◆ What is required
Every line below that contains the word "roads" must be copied.

[Stored data]
────────────────────────────────────────
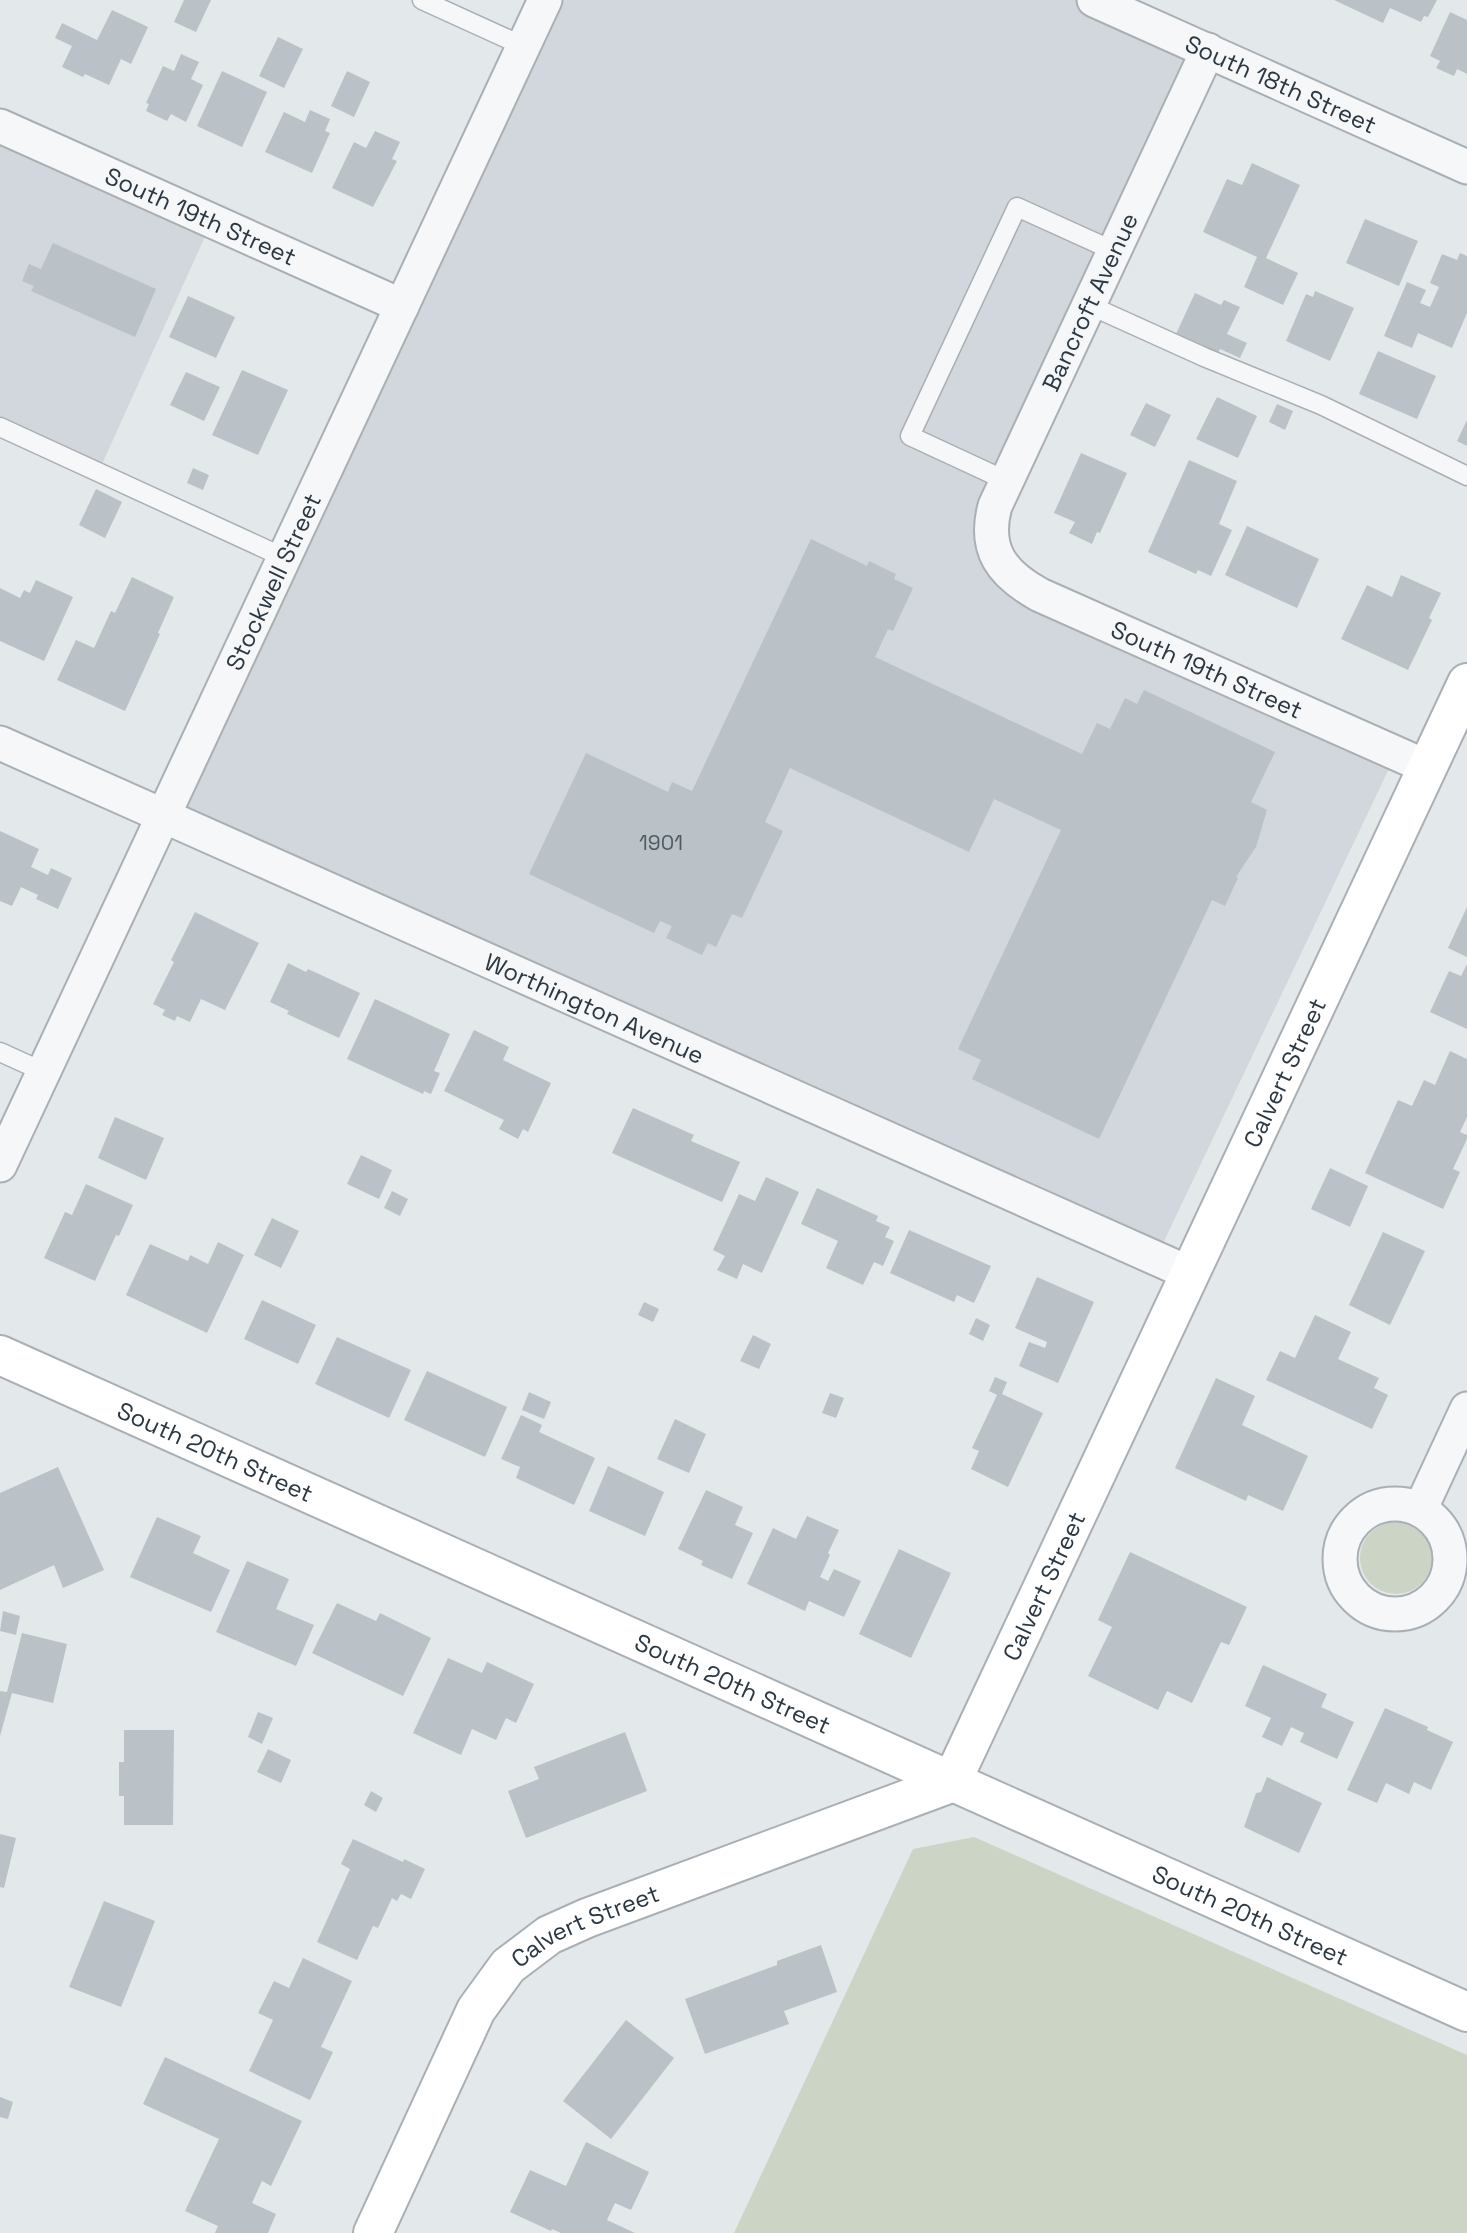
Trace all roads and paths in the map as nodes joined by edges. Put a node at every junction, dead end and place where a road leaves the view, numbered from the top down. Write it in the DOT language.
graph roads {
  1 [pos="422,0"];
  2 [pos="545,0"];
  3 [pos="1094,0"];
  4 [pos="523,46"];
  5 [pos="1208,50"];
  6 [pos="0,126"];
  7 [pos="1467,167"];
  8 [pos="1114,251"];
  9 [pos="1089,305"];
  10 [pos="402,306"];
  11 [pos="0,428"];
  12 [pos="1467,476"];
  13 [pos="1007,481"];
  14 [pos="285,558"];
  15 [pos="997,558"];
  16 [pos="1467,683"];
  17 [pos="0,743"];
  18 [pos="1427,767"];
  19 [pos="163,816"];
  20 [pos="0,1052"];
  21 [pos="44,1072"];
  22 [pos="0,1164"];
  23 [pos="1189,1273"];
  24 [pos="0,1355"];
  25 [pos="1467,1409"];
  26 [pos="1420,1510"];
  27 [pos="1456,1588"];
  28 [pos="950,1783"];
  29 [pos="1467,2012"];
  30 [pos="373,2233"];
  1 -- 4 [label="lane"];
  2 -- 4 [label="street, Stockwell Street"];
  3 -- 5 [label="street, South 18th Street"];
  4 -- 10 [label="street, Stockwell Street"];
  5 -- 7 [label="street, South 18th Street"];
  5 -- 8 [label="street, Bancroft Avenue"];
  6 -- 10 [label="street, South 19th Street"];
  8 -- 9 [label="street, Bancroft Avenue"];
  8 -- 13 [label="lane"];
  9 -- 12 [label="lane"];
  9 -- 13 [label="street, Bancroft Avenue"];
  10 -- 14 [label="street, Stockwell Street"];
  11 -- 14 [label="lane"];
  13 -- 15 [label="street, Bancroft Avenue"];
  14 -- 19 [label="street, Stockwell Street"];
  15 -- 18 [label="street, South 19th Street"];
  16 -- 18 [label="street, Calvert Street"];
  17 -- 19 [label="street, Worthington Avenue"];
  18 -- 23 [label="street, Calvert Street"];
  19 -- 21 [label="street, Stockwell Street"];
  19 -- 23 [label="street, Worthington Avenue"];
  20 -- 21 [label="lane"];
  21 -- 22 [label="street, Stockwell Street"];
  23 -- 28 [label="street, Calvert Street"];
  24 -- 28 [label="street, South 20th Street"];
  25 -- 26 [label="street"];
  26 -- 27 [label="street"];
  26 -- 27 [label="street"];
  28 -- 29 [label="street, South 20th Street"];
  28 -- 30 [label="street, Calvert Street"];
}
────────────────────────────────────────
◆ Your solution
Trace all roads and paths in the map as nodes joined by edges. Put a node at every junction, dead end and place where a road leaves the view, numbered from the top down. Write it in the DOT language.
graph roads {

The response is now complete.